Os políticos e os gestores são “solipsistas”?

Por Nelson Pires, General Manager da Jaba Recordati

Escolhi esta palavra para tentar ser sumário na minha ideia e não parecer um intelectual mais inteligente que os outros. Mas esta palavra, de facto, reflecte bem o que pretendo afirmar. 

Esta doutrina define que a única realidade que existe no mundo é o “eu”, a minha. Ou seja a realidade para uns pode ser vista de forma diferente para os outros, mesmo quando falamos de factos. O solipsismo somente tem por certo, incontestável, o ato de pensar e o próprio eu, a minha visão dos factos, das coisas, do mundo, dos outros. Assim, tudo o mais pode ser contestado ou posto em dúvida, pois são impressões sem existência própria. 

Em resposta à pergunta feita no título: sim, a maioria são solipsistas ou pelo menos cínicos! 

Só assim se pode compreender o que aconteceu recentemente com os “negacionistas” a ofender o presidente da Assembleia da República de forma feroz quando este foi calmamente almoçar num domingo. Não que eu goste do Dr Ferro Rodrigues, pelo contrário, mas acima de tudo como pessoa mas também por ser uma das mais altas figuras de estado, deve ser respeitado. Os negacionistas têm direito ao contraditório, mas o contraditório científico e equilibrado, não aquela selvajaria que se repete cada vez que se manifestam. Pois falam de opções políticas (não de ciência) e acreditam que só a opinião deles existe. 

Outro exemplo está na cidade de Lisboa, em que o actual presidente da Câmara entende que fazer ciclovias é a solução para criar uma cidade mais verde (ou então é mesmo uma teimosia e a única obra que pode afirmar que fez – aqui falamos de cinismo) mesmo sabendo que ninguém utiliza a maior parte das mesmas. Até deve esconder os dados para não poder ser acusado da inutilidade das mesmas. Ou seja cria sua própria realidade e repete-a até acreditar nela. 
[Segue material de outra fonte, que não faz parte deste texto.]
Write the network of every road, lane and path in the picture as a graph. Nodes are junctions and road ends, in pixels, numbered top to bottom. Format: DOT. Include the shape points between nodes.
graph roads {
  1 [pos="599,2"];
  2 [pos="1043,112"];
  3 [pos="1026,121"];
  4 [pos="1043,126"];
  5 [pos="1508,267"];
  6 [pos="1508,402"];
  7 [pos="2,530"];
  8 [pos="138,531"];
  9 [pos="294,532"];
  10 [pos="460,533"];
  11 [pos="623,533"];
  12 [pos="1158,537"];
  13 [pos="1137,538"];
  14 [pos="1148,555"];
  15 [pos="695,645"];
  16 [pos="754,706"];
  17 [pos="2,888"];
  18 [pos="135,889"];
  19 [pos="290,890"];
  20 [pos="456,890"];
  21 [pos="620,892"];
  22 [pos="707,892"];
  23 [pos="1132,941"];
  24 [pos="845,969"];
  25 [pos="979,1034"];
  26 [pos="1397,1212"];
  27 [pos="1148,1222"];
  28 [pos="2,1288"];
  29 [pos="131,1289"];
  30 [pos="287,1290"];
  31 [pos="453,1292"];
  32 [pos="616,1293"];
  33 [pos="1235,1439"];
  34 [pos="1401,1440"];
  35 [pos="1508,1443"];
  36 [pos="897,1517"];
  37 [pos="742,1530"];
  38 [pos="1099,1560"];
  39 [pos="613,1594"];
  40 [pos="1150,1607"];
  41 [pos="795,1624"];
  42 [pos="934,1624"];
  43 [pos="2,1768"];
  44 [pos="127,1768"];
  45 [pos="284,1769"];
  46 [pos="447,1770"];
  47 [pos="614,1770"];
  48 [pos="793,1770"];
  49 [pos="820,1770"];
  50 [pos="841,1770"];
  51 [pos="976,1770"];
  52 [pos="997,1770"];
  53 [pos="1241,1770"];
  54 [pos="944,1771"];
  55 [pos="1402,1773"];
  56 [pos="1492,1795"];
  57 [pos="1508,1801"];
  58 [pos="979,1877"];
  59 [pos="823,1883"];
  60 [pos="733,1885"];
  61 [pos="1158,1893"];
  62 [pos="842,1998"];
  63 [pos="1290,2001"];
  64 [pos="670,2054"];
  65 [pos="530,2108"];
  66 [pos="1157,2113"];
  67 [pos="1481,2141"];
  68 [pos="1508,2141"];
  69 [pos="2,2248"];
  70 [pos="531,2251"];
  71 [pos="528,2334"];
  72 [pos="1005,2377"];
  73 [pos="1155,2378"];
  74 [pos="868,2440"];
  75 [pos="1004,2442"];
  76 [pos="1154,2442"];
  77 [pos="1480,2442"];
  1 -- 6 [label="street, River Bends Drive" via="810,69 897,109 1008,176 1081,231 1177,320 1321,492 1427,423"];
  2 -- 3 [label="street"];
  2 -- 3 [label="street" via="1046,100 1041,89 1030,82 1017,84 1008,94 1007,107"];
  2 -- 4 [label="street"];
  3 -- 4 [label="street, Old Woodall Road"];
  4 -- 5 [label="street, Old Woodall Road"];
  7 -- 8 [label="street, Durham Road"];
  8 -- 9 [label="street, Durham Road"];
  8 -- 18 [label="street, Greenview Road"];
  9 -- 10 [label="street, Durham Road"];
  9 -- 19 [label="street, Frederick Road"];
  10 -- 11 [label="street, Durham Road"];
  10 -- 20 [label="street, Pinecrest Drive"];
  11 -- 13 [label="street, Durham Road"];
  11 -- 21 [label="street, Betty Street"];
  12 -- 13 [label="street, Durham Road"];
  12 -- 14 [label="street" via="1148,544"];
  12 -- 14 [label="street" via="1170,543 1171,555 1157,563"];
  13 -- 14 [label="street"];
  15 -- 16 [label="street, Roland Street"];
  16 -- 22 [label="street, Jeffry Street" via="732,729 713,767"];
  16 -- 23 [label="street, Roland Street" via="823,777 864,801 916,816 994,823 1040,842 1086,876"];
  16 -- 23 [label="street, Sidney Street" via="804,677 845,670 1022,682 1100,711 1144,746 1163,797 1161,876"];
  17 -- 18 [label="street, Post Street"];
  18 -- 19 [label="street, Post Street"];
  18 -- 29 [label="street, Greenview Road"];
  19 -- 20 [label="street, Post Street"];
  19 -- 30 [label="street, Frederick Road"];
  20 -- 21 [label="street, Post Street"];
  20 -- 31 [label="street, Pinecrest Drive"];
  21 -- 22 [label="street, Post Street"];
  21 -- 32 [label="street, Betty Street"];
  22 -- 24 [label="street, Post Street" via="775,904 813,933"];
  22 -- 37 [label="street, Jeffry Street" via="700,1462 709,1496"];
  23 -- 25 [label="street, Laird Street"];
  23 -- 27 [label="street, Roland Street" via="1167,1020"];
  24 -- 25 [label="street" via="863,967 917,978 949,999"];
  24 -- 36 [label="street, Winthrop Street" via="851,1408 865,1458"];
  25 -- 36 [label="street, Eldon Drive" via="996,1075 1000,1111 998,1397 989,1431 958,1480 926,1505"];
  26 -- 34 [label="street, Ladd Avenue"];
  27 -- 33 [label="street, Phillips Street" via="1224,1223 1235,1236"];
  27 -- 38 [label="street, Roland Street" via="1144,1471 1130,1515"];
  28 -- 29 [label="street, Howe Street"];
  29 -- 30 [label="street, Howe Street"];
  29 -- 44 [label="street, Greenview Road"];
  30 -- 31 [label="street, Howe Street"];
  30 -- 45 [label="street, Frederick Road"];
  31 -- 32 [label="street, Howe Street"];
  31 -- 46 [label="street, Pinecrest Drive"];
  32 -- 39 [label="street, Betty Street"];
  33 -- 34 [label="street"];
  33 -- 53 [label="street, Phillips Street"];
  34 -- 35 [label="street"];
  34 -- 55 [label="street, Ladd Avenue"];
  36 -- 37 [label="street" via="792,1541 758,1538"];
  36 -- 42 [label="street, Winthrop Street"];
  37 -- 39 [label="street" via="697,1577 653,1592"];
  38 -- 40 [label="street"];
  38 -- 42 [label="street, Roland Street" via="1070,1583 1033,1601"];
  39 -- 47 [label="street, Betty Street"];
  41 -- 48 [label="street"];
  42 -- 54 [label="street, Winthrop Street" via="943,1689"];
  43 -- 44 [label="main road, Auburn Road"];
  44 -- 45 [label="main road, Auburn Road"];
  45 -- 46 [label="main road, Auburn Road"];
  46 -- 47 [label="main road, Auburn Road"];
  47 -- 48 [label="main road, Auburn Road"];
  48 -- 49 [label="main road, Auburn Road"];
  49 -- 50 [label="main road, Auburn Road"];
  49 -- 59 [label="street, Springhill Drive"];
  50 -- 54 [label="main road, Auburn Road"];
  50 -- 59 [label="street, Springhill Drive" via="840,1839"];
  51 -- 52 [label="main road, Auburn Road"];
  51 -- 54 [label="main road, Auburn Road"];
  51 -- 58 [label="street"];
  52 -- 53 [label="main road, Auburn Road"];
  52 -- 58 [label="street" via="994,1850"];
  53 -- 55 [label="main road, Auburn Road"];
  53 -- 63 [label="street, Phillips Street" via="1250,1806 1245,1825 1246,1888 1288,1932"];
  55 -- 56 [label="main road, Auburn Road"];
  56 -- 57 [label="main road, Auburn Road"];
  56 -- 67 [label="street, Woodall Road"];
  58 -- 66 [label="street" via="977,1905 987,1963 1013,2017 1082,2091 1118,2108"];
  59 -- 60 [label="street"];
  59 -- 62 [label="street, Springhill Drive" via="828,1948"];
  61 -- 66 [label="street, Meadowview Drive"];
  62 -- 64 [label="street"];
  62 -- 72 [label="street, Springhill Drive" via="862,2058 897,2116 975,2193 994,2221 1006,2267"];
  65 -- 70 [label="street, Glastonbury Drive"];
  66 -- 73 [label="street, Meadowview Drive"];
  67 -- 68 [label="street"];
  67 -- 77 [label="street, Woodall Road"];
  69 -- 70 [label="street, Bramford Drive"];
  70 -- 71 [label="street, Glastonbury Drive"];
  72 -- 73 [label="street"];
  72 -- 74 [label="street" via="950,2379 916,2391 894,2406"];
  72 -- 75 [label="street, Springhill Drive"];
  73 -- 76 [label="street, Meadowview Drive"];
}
O mesmo acontece com os gestores que não entendem que as empresas fazem parte da sociedade e para ela devem contribuir, não servindo apenas para ganhar dinheiro. Também servem para ganhar dinheiro e remunerar os donos do capital, mas essa deve ser uma consequência. Pois o objectivo – e o orgulho – de qualquer líder empresarial deve ser acrescentar valor à sociedade e aos cidadãos, com os seus produtos ou serviços, promover o emprego com um propósito e work life balance, e com esta missão, ganhar dinheiro – e muito – passa a ser uma consequência natural. O gestor que entende que maximizar o lucro é a sua única função, e redução de custos o único meio, é um solipsista. Por isso vemos tantos despedimentos, ou dito por “quem tem estudos”, “downsizing’s” desnecessários pois alguns gestores entendem que a única forma de gestão é reduzir custos, quando o correcto é racionalizar custos: cortar os desnecessários e maximizar os indispensáveis. Por outro lado, aumentar rentabilidade passa não só por racionalizar custos mas também desenvolver negócio com novas oportunidades de novos produtos ou mercados, maximizar eficiência das pessoas, conquistar mais clientes, aumentar o valor individual de cada um … ou seja não ser solipsista e ver outra perspectiva baseada na ética empresarial e na estratégia da organização. O mesmo acontece com a extrema dependência da economia em relação ao estado, pois todos os empresários avaliam o orçamento de estado como se fosse o seu “business plan”. Culpa dos solipsistas políticos e dos gestores. Os políticos porque querem criar uma economia centralizada e estado-dependente, as empresas porque são preguiçosas e não se importam de depender muito do estado. Quando devem depender da estratégia, dos seus produtos, dos colaboradores e dos clientes. 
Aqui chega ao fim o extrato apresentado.